204.  O sucesso da implantação das Diretrizes nos ambientes diocesano e paroquiais requer que os membros das
comunidades cristãs se sintam Povo de Deus a caminho do Reino, em processo que é iluminado, agora com as indicações
destas Diretrizes.
205. Os pilares – Palavra, Pão, Caridade e Ação Missionária – correspondem à natureza mesma da Igreja, que busca em seu
tesouro coisas novas e velhas (Mt 13,52). Em um tempo em rápida mutação, no qual se valoriza a novidade pela novidade,
os quatro pilares podem deixar a impressão de que se está apenas repetindo o que sempre foi dito. No entanto, não se
trata de inventar um programa novo. O programa já existe: é o mesmo de sempre, expresso no Evangelho e na Tradição
viva. Concentra-se, em última análise, no próprio Cristo que temos de conhecer, amar e imitar para nele viver a vida
trinitária e com Ele transformar a história até a sua plenitude na Jerusalém celeste. Mas, é necessário que cada
comunidade ajuste estas orientações à sua realidade.
206. Por isso, importa transformar estas Diretrizes em projetos pastorais que, respeitando a unidade da Igreja em todo o
Brasil, respondam às realidades regionalmente diversificadas. Uma recepção criativa levará em conta o que ora é
apresentado; avaliará o caminho pastoral feito até o momento e realizará um planejamento aberto à participação de todas
as pessoas que atuam nos vários âmbitos da Igreja.
207. Essas Diretrizes precisão inspirar a formação, o planejamento e as práticas de todas as instâncias da Igreja.
208. Por isso, além de uma leitura pessoal atenta dessas Diretrizes, é indispensável a realização de encontros reflexivos e
estudo delas em todos os grupos, de forma separada. Depois, a realização de assembleia que colha as reflexões e avalie as
escolhas dos encaminhamentos de cada um dos quatro pilares: Palavra; Pão. Caridade; Ação Missionária.
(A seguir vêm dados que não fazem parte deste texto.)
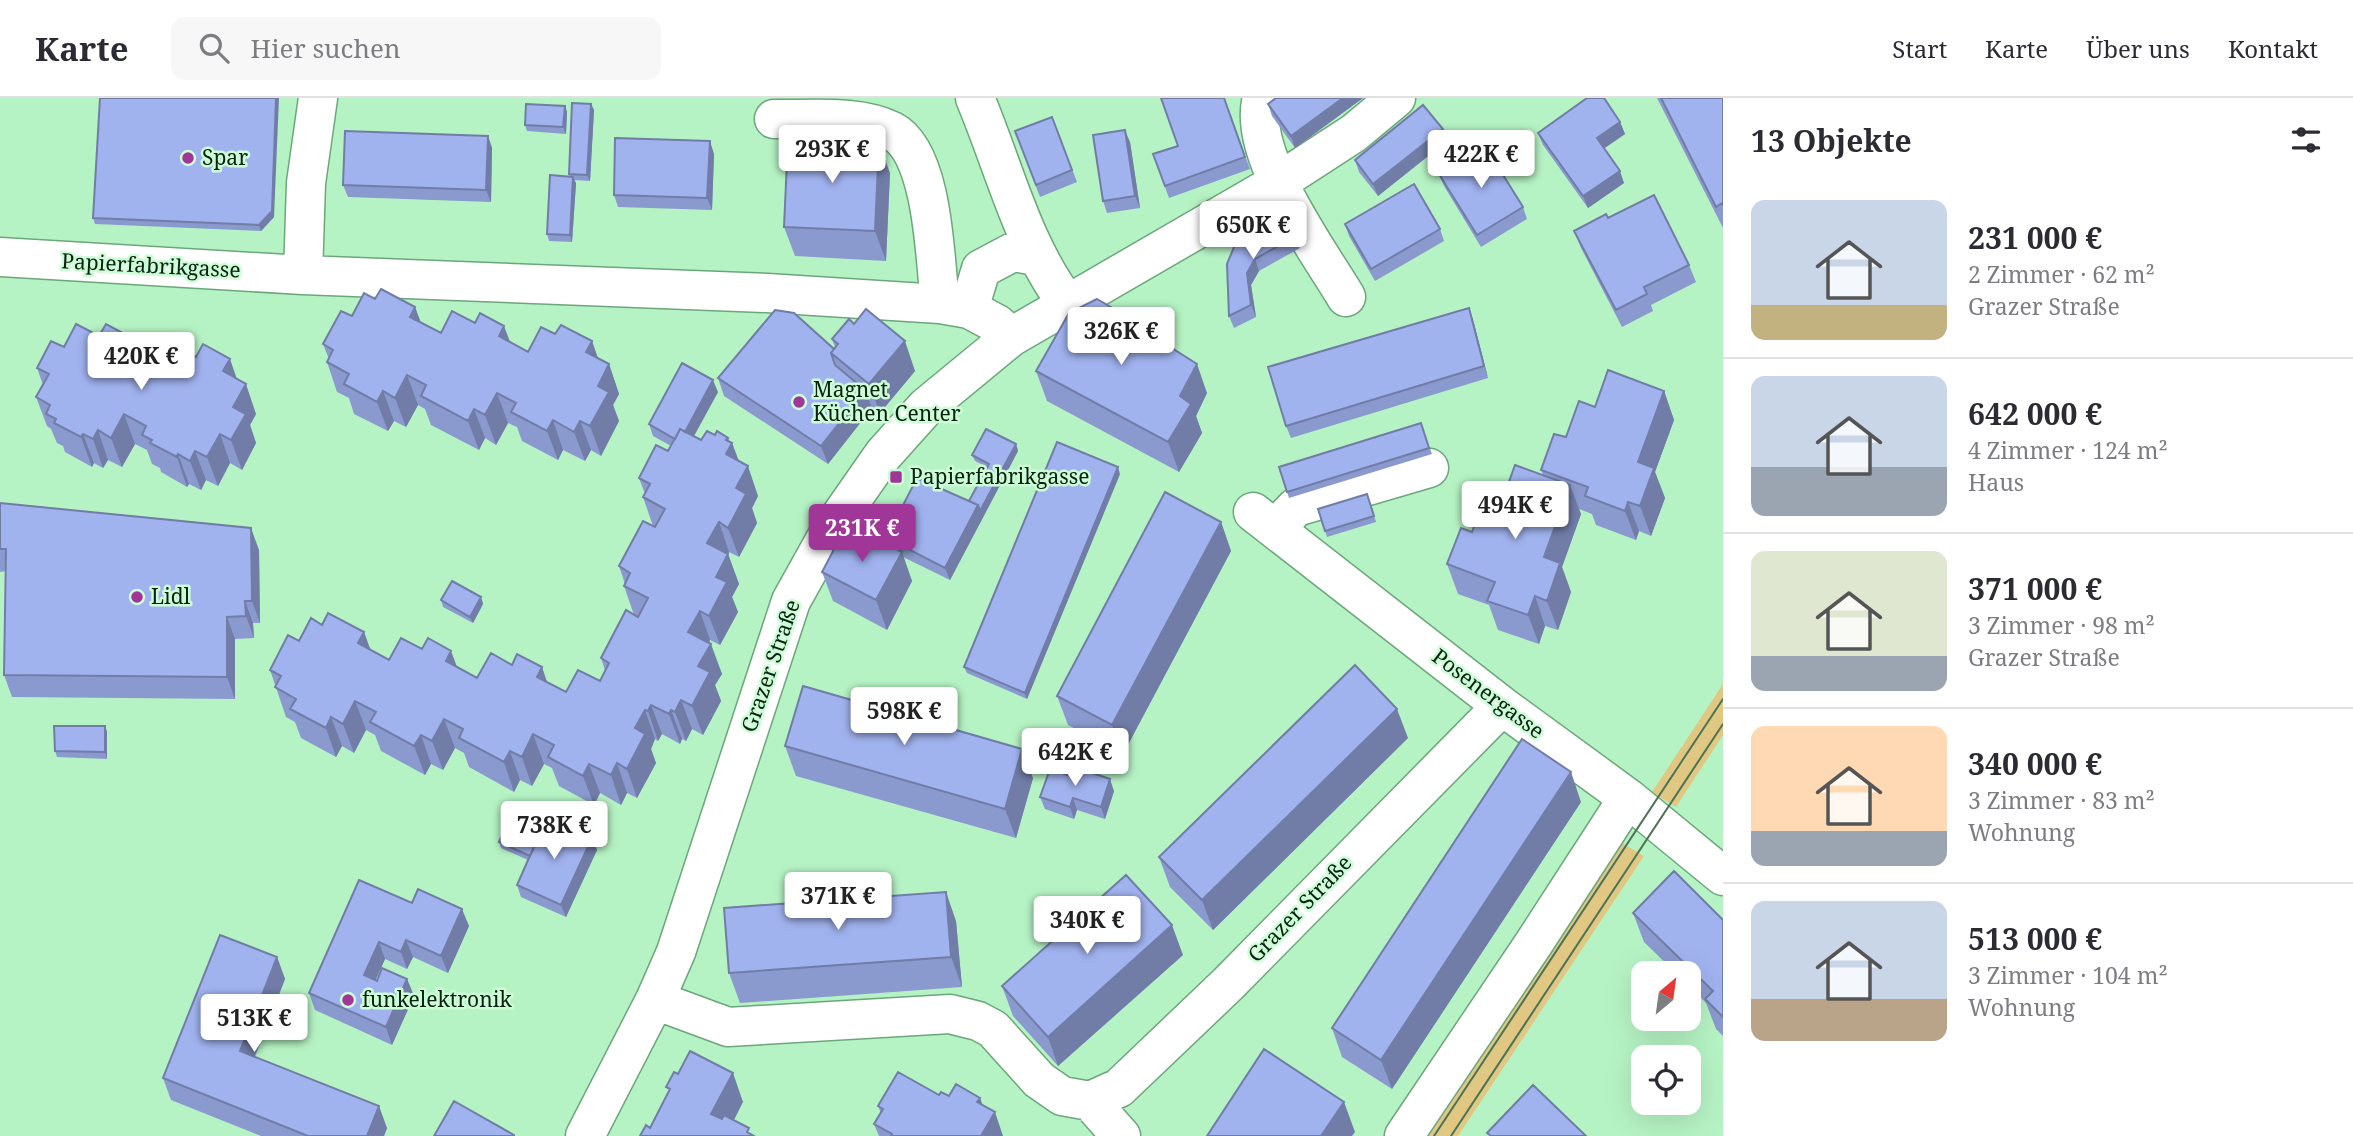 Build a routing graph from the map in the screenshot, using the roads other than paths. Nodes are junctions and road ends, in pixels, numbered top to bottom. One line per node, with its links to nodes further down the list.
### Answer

Novamente os
grupos avaliam as escolhas e por fim, realiza-se a grande assembleia para a elaboração do plano de ação pastoral com
todas as indicações de o que se fará, quando fará, quem fará, com que recursos serão realizadas as tarefas.
209.  Estas Diretrizes foram elaboradas com a participação de diversos segmentos da Igreja no Brasil, em uma dinâmica
sinodal, que significa a corresponsabilidade de todos que das reflexões participaram e na execução de todas as tarefas
listadas. Neste momento em que a Igreja volta seu olhar para a Amazônia, elevamos ações de graças a Deus pelos
incontáveis missionários e missionárias que, entregando suas vidas, algumas vezes silenciosamente e outras de forma
martirial, mantém vivo, na realidade amazônica, o anúncio do Evangelho da vida e da paz.
210. Sob a proteção da Bem aventurada Virgem Maria, Senhora da Conceição Aparecida, a Igreja se coloca confiante, na
esperança de que as Diretrizes cumpram a função para a qual foram elaboradas, e sirvam como instrumento para
manifestar a alegria do Evangelho a todos os corações, especialmente os sofridos e desesperançados. Enfim, toda a nossa
ação evangelizadora pressupõe uma atitude discipular para escutar o que o Mestre está pedindo à Igreja no Brasil, na
certeza de que se o Senhor não construir a casa, em vão trabalham os que a constroem; se o Senhor não guardar a cidade,
em vão vigia aquele que a guarda (Salmo 127[126], 1).